It is currently Sun Dec 17, 2017 4:33 pm

All times are UTC - 7 hours



Forum rules


Related:



Post new topic Reply to topic  [ 52 posts ]  Go to page Previous  1, 2, 3, 4  Next
Author Message
PostPosted: Tue Aug 16, 2016 12:07 pm 
Offline

Joined: Wed May 19, 2010 6:12 pm
Posts: 2433
About audio, how do MP3s and OGGs keep everything compressed at certain rate, like 128kbps?


Top
 Profile  
 
PostPosted: Tue Aug 16, 2016 12:38 pm 
Offline
User avatar

Joined: Mon Sep 15, 2014 4:35 pm
Posts: 3165
Location: Nacogdoches, Texas
They're both lossy.


Top
 Profile  
 
PostPosted: Tue Aug 16, 2016 12:45 pm 
Offline

Joined: Sun Sep 19, 2004 11:12 pm
Posts: 19354
Location: NE Indiana, USA (NTSC)
There are several methods for controlling how much loss is applied over the course of an audio or video stream.

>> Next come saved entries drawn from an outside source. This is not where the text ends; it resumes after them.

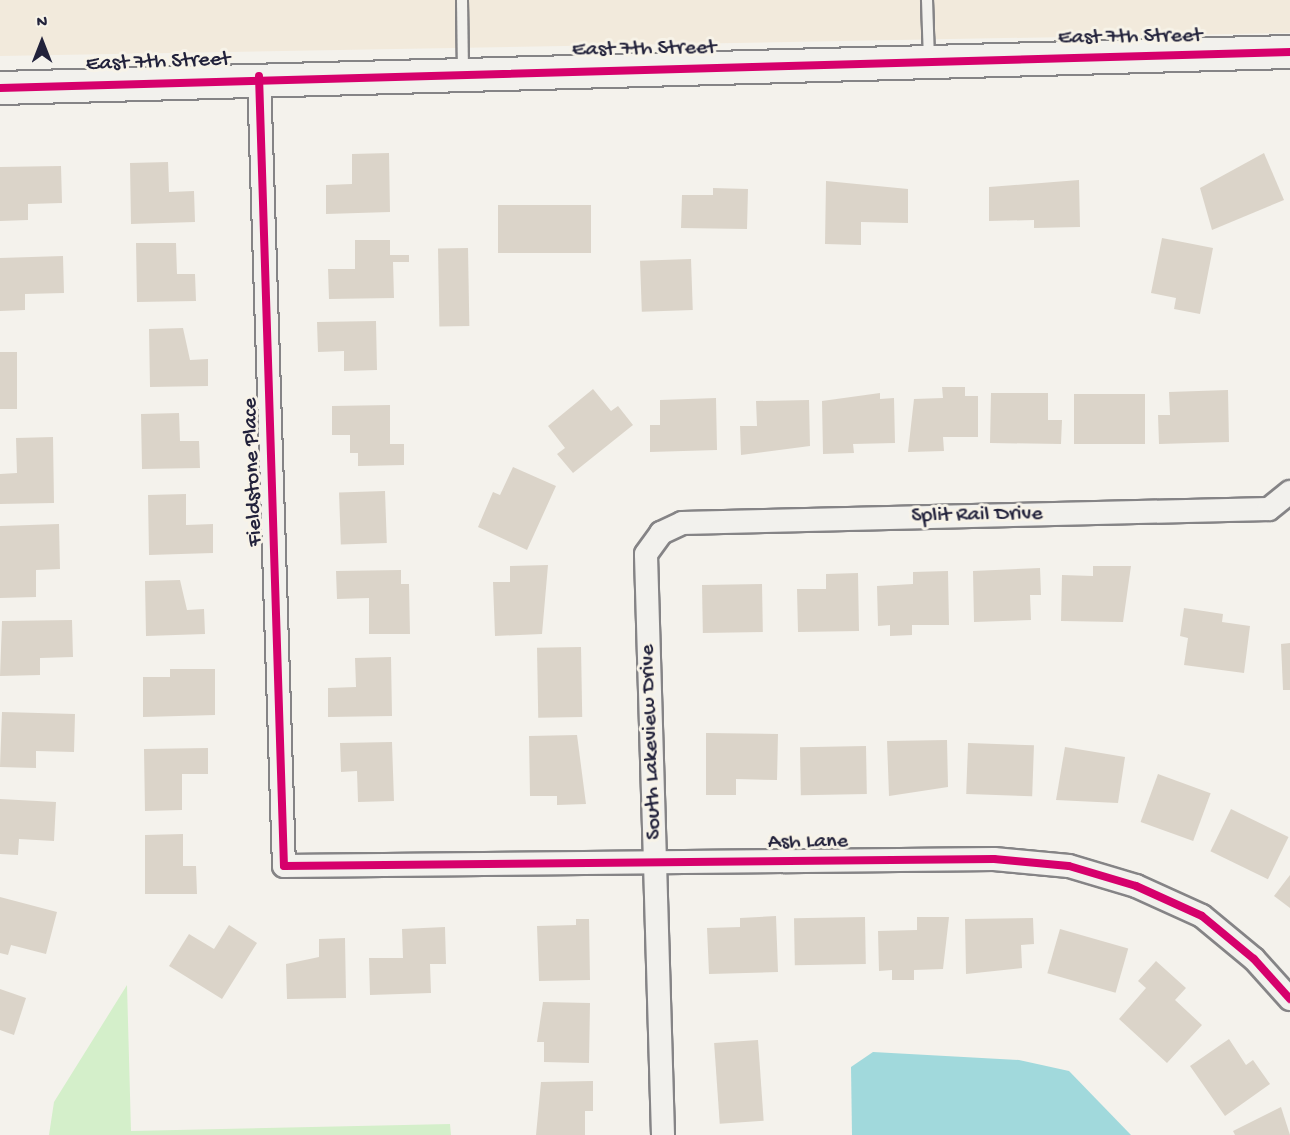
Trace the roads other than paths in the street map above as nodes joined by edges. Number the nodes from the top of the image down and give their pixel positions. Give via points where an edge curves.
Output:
1 (462, 0) edge
2 (927, 0) edge
3 (1290, 52) edge
4 (930, 61) junction
5 (463, 72) junction
6 (260, 76) junction
7 (0, 88) edge
8 (1290, 492) edge
9 (661, 533) joint
10 (656, 863) junction
11 (284, 866) joint
12 (1290, 999) edge
13 (663, 1135) edge

1 - 5 lane
2 - 4 lane
3 - 4 street, East 7th Street
4 - 5 street, East 7th Street
5 - 6 street, East 7th Street
6 - 7 street, East 7th Street
6 - 11 street, Fieldstone Place
8 - 9 street, Split Rail Drive via 1269,509 682,523
9 - 10 street, South Lakeview Drive via 646,554
10 - 11 street, Ash Lane
10 - 12 street, Ash Lane via 994,860 1069,866 1136,886 1202,916 1254,959
10 - 13 street, South Lakeview Drive

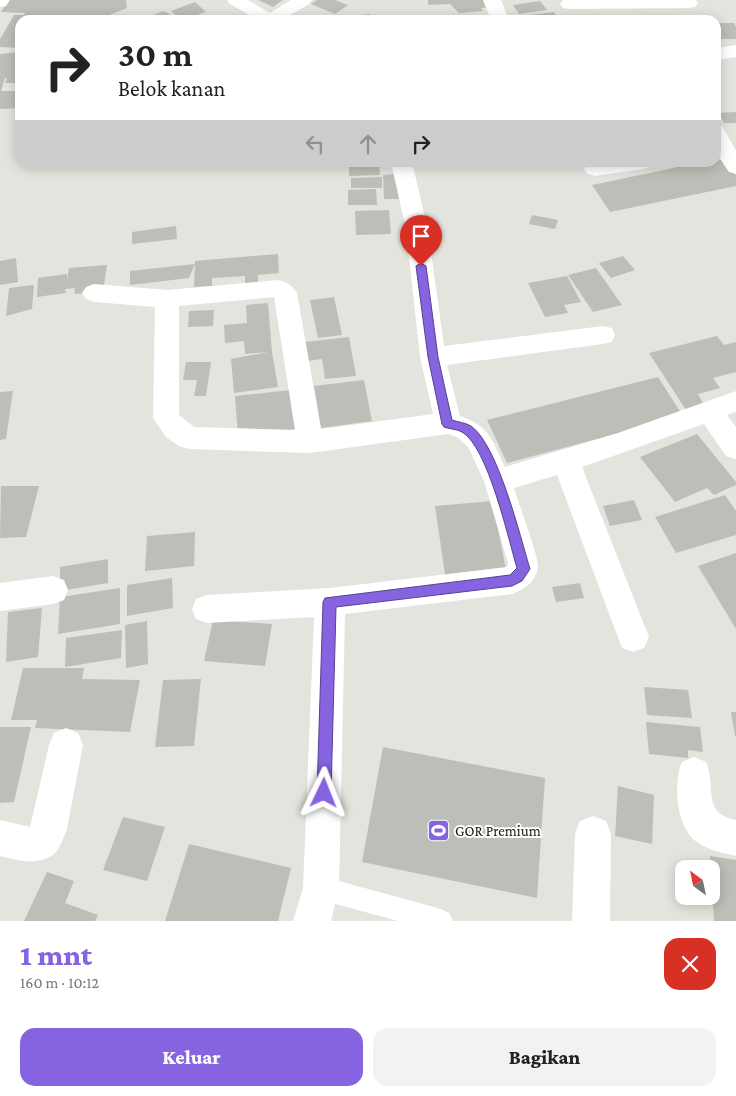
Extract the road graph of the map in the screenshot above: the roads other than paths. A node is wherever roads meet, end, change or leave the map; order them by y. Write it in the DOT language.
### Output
graph roads {
  1 [pos="236,0"];
  2 [pos="303,0"];
  3 [pos="492,0"];
  4 [pos="569,4"];
  5 [pos="688,8"];
  6 [pos="261,15"];
  7 [pos="272,15"];
  8 [pos="494,15"];
  9 [pos="736,51"];
  10 [pos="721,53"];
  11 [pos="721,144"];
  12 [pos="726,157"];
  13 [pos="402,167"];
  14 [pos="609,167"];
  15 [pos="595,169"];
  16 [pos="94,293"];
  17 [pos="167,299"];
  18 [pos="603,335"];
  19 [pos="433,357"];
  20 [pos="736,401"];
  21 [pos="709,411"];
  22 [pos="448,424"];
  23 [pos="310,442"];
  24 [pos="736,448"];
  25 [pos="566,461"];
  26 [pos="498,481"];
  27 [pos="52,590"];
  28 [pos="0,597"];
  29 [pos="330,602"];
  30 [pos="207,609"];
  31 [pos="633,637"];
  32 [pos="66,745"];
  33 [pos="694,774"];
  34 [pos="593,834"];
  35 [pos="0,838"];
  36 [pos="736,838"];
  37 [pos="321,888"];
  38 [pos="312,921"];
  39 [pos="441,921"];
  40 [pos="591,921"];
  1 -- 6 [label="street"];
  2 -- 7 [label="street"];
  3 -- 8 [label="street"];
  4 -- 5 [label="street"];
  9 -- 10 [label="street"];
  11 -- 12 [label="street"];
  13 -- 19 [label="street"];
  14 -- 15 [label="street"];
  16 -- 17 [label="street"];
  17 -- 23 [label="street"];
  17 -- 23 [label="street"];
  18 -- 19 [label="street"];
  19 -- 22 [label="street"];
  20 -- 21 [label="street"];
  21 -- 24 [label="street"];
  21 -- 25 [label="street"];
  22 -- 23 [label="street"];
  22 -- 26 [label="street"];
  25 -- 26 [label="street"];
  25 -- 31 [label="street"];
  26 -- 29 [label="street"];
  27 -- 28 [label="street"];
  29 -- 30 [label="street"];
  29 -- 37 [label="street"];
  32 -- 35 [label="street"];
  33 -- 36 [label="street"];
  34 -- 40 [label="street"];
  37 -- 38 [label="street"];
  37 -- 39 [label="lane"];
}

  1. "Average bitrate" uses two-pass encoding. First it reads all the audio once to determine how acoustically complex each frame (split second of audio) is in order to calculate how much audible distortion would occur at various bitrates. Then it uses this information to estimate the overall quality level to apply over a piece of music to keep total data divided by time equal to, say, 128 kbps. This doesn't keep the stream at a rock-solid 128 kbps and is thus not ideal for streaming over a channel with a hard maximum rate, but it's great for downloads or physical media if you have enough rate headroom that overall capacity is the limiting factor.
  2. "Constant bitrate" dials the distortion up and down based on the acoustic complexity of each frame so that each uses exactly the same amount of data. Simpler codecs such as ADPCM (IMA, BRR, VAG, etc.) do this implicitly.
  3. "Bit reservoir" is a method used in MP3 to allow the data for a less complex frame to include part of the data used in later, more complex frames. This method can be thought of as short-term ABR, allowing some of the consistency of average bitrate over a channel with a given peak rate.


Top
 Profile  
 
PostPosted: Tue Aug 16, 2016 12:53 pm 
Offline

Joined: Sun Apr 13, 2008 11:12 am
Posts: 6538
Location: Seattle
Because they don't operate in the time domain.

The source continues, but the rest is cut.